O Decreto-Lei n.º 199/2006, de 25 de Outubro, que transpôs a Directiva n.º 2001/24/CE, do Parlamento Europeu e do Conselho, de 4 de Abril, relativa ao saneamento e à liquidação das instituições de crédito, regula especificamente a liquidação das instituições de crédito e sociedades financeiras mas estatui no n.º 3 do artigo 9.º que “são aplicáveis, com as necessárias adaptações, as demais disposições do Código da Insolvência e da Recuperação de Empresas que se mostrem compatíveis com as especialidades constantes do presente decreto-lei, com excepção dos títulos IX e X.” Trata-se, pois, de uma trabalho juridicamente complexo, que envolve a articulação destes dois diplomas, qualquer deles relativamente recente.

Esta Comissão aceitou o encargo ciente das dificuldades que tem pela frente e com plena consciência dos traumas e problemas que a situação já causou, em particular aos clientes do BPP e aos seus colaboradores.

Pautará o seu comportamento pelo escrupuloso cumprimento da lei, em ordem a garantir a defesa da massa insolvente com o objectivo de assegurar, na medida do possível, a satisfação dos credores.

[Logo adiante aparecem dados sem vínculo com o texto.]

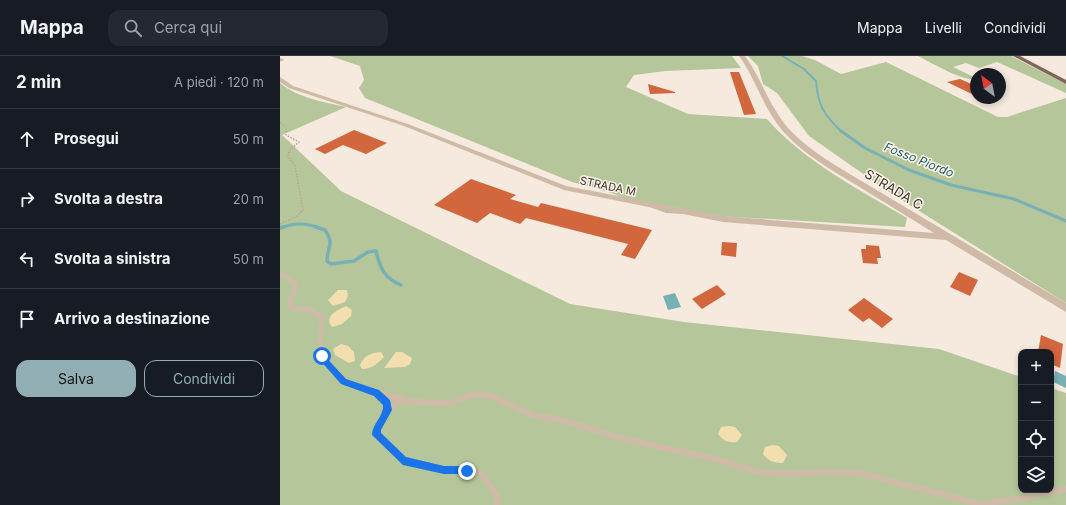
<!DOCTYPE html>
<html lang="it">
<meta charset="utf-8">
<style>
body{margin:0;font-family:Inter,sans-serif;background:#242831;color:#f1f3f6}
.controls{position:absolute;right:12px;bottom:12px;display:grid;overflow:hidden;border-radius:8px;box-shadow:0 2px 6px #0003}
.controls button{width:36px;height:36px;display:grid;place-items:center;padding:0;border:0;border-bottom:1px solid #363941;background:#171b24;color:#f1f3f6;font:20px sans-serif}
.compass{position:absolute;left:690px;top:12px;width:36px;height:36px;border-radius:50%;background:#171b24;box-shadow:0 2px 6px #0003;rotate:328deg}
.stop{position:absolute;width:12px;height:12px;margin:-9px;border:3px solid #1a73e8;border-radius:50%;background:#fff}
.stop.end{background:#1a73e8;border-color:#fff;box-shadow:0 1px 4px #0008}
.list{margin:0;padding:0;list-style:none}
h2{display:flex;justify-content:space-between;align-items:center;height:52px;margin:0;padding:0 16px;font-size:17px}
h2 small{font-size:13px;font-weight:400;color:#9ea1a6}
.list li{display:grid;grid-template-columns:26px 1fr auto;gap:12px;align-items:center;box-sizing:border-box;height:60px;padding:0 16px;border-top:1px solid #363941}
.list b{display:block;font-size:15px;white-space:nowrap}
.list em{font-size:13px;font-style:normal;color:#9ea1a6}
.actions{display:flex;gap:8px;padding:12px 16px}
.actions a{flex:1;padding:9px 0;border:1px solid #90aeb3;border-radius:12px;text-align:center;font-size:14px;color:#90aeb3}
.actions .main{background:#90aeb3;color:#111}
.icon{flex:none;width:22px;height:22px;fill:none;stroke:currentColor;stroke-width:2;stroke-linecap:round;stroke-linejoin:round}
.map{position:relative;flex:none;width:786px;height:449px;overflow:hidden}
header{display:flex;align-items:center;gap:24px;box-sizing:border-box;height:56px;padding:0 20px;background:#171b24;border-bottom:1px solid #363941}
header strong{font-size:19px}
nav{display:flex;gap:22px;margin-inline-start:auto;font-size:14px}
.search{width:280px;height:36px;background:#242831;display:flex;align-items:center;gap:10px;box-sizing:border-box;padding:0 14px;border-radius:12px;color:#9ea1a6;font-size:15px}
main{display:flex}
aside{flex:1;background:#171b24}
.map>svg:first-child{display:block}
</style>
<header>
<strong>Mappa</strong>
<div class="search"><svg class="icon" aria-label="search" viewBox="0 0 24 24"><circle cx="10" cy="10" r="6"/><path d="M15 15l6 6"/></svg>Cerca qui</div>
<nav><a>Mappa</a><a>Livelli</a><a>Condividi</a></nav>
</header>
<main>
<aside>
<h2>2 min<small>A piedi · 120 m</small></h2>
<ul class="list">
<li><svg class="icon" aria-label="ahead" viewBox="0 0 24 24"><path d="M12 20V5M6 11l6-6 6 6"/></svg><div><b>Prosegui</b></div><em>50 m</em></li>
<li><svg class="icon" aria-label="right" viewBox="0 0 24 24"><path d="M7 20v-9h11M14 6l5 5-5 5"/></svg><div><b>Svolta a destra</b></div><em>20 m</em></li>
<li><svg class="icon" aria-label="left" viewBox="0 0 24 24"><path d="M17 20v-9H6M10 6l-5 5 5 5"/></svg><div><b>Svolta a sinistra</b></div><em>50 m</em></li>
<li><svg class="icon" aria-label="arrive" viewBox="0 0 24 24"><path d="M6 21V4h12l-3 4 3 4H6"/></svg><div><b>Arrivo a destinazione</b></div></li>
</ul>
<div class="actions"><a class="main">Salva</a><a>Condividi</a></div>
</aside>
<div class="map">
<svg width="786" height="449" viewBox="0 0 786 449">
<rect width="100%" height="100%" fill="#f5eadd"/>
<path fill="#b6c69b" d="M50,0H452L461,12L386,15L354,19L346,31L408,58L487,63C525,106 578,133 627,162L625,171L386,157L320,133L292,126L85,42L79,32L84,24L80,10Z
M468,0H522L535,4L561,18L606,6L718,61H727L786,42V247L609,136L529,80L497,37L483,28L478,10Z
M638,0H731L786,28V37L717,6L699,12L686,7L673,11L694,21L696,20V23C684,26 650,6 638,0Z
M0,27C18,42 44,46 66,51L2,79L61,135L290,248L404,266L659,293L741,321V434H771V332L786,337V449H0Z"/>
<path fill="#f3deb0" d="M58,234H67L68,240L65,246L53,250L48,244Z
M66,250L72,254L71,260L62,268L52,271C43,260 58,254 66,250Z
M61,288L68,290L74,296L75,305L69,307L55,299L53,293Z
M101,296L104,301C97,308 92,313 82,313L80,309C84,299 91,297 101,296Z
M116,296H122L132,302L130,308L125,311L104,312Z
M449,370L455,371L462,379L457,386C449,387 443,385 438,378L441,371Z
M493,389L499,390L507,399L503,407C494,407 488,405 483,398L485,391Z"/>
<path fill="#78b1b5" d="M395,237L401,251L388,254L383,240Z
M775,315L786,320V332L773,326Z"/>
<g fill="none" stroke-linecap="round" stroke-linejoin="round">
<path stroke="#78b1b5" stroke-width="2" d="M502,0L524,13L536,25C538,50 544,59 562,76"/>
<path stroke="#78b1b5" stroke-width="3" d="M561,75L585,92L629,114L671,129L734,143L786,165
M1,172C13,167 27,167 39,172"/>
<path stroke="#78b1b5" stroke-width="3.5" d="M36,171L45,174C55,189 47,191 47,205L51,208L74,205L88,196L96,195C100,212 104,222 121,229
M0,172L3,171"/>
</g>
<path fill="#d2663d" d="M450,16H459L476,58L464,59Z
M680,23L696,30V40L667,26Z
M368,28L395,36V37L370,38Z
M74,74L107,87L86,98L63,89L45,98L35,93Z
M191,123L236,139L230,143L258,151L261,147L372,174L355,203L341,199L348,188L246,162L240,168L210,157L197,167L154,149Z
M442,186L457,187L456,201L441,199Z
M586,189L599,190L601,202H597L598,208L583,207L581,193H586Z
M679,216L698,224L690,240L670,231Z
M437,229L446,238L422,253L412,243Z
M584,242L613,263L602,272L589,262L583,266L568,254Z
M761,279L783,288L780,312L771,308V296H758Z"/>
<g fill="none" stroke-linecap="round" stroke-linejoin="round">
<path stroke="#bba491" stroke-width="1" stroke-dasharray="1 1" stroke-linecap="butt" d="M0,66L6,72V76"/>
<path stroke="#bba491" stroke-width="1.5" stroke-dasharray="1.5 1.5" stroke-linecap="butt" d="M0,168L16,161L23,154L15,110L8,100L10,94L19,86L6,79V75"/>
<path stroke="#cfbaa7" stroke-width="5" d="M0,216L13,226L16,231L9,247L13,253H28L41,260C43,272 39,282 41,294"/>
<path stroke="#cfbaa7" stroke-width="6" d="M41,293L42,300L64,326L96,337L107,347L97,379L123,405L164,414L187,415L202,418L217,440V449
M97,337L124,343
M108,354L119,345L170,347L195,338L211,340L253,359L281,364L348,384L440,404L479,416L511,418L539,416L578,417L700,448L738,443L786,433"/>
<path fill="#cfbaa7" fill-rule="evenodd" d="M459,0H465L469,6C480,22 486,40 496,55C510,80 535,96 558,111L786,247V256L666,184L443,166L284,134L124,70L9,32L0,26V21L13,30L128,68L286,130L443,160L654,177C629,161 603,146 578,130C551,114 523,98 502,74C483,52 476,23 459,0Z
M0,2L3,3L4,4L0,6Z"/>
<path fill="#7e6658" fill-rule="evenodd" d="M733,0H740L786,24V28Z"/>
</g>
<path fill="#1a73e8" d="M42,297L66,323L99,334L110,344L112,354L101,374V377L126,401L164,410H187L191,415L190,418H164L123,409L92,379C92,368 104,360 103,349L94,340L61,328L39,303V298Z"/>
<g text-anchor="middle" stroke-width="3" stroke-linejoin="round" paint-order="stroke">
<g font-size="11" fill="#3b2f28" stroke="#fcf4ea">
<text transform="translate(328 130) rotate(12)" y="4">STRADA M</text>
</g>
<g font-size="12" font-style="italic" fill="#195a61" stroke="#fcf4ea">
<text transform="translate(639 104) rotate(22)" y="4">Fosso Piordo</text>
</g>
<g font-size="13" fill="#3b2f28" stroke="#fcf4ea">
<text transform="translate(614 133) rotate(31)" y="5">STRADA C</text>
</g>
</g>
</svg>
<div class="controls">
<button>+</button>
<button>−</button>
<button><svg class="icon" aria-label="locate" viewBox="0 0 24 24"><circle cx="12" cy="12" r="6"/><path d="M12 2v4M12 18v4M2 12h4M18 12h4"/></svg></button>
<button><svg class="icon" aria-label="layers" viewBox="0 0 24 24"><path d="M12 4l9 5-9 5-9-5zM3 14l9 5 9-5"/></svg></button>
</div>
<svg class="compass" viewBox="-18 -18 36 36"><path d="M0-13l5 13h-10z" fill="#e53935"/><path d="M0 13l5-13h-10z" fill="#9ea1a6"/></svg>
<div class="stop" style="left:42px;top:300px"></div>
<div class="stop end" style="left:187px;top:415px"></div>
</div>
</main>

A Comissão Liquidatária tudo fará para que o processo de liquidação corra do melhor modo. Para além dos legítimos e diferentes interesses em presença, de pessoas e instituições concretas, é nossa convicção que numa liquidação bancária está também subjacente um interesse público fundamental: o de que a própria liquidação se faça em termos ordenados e transparentes, de forma a evitar quaisquer danos adicionais para a confiança no sistema financeiro português.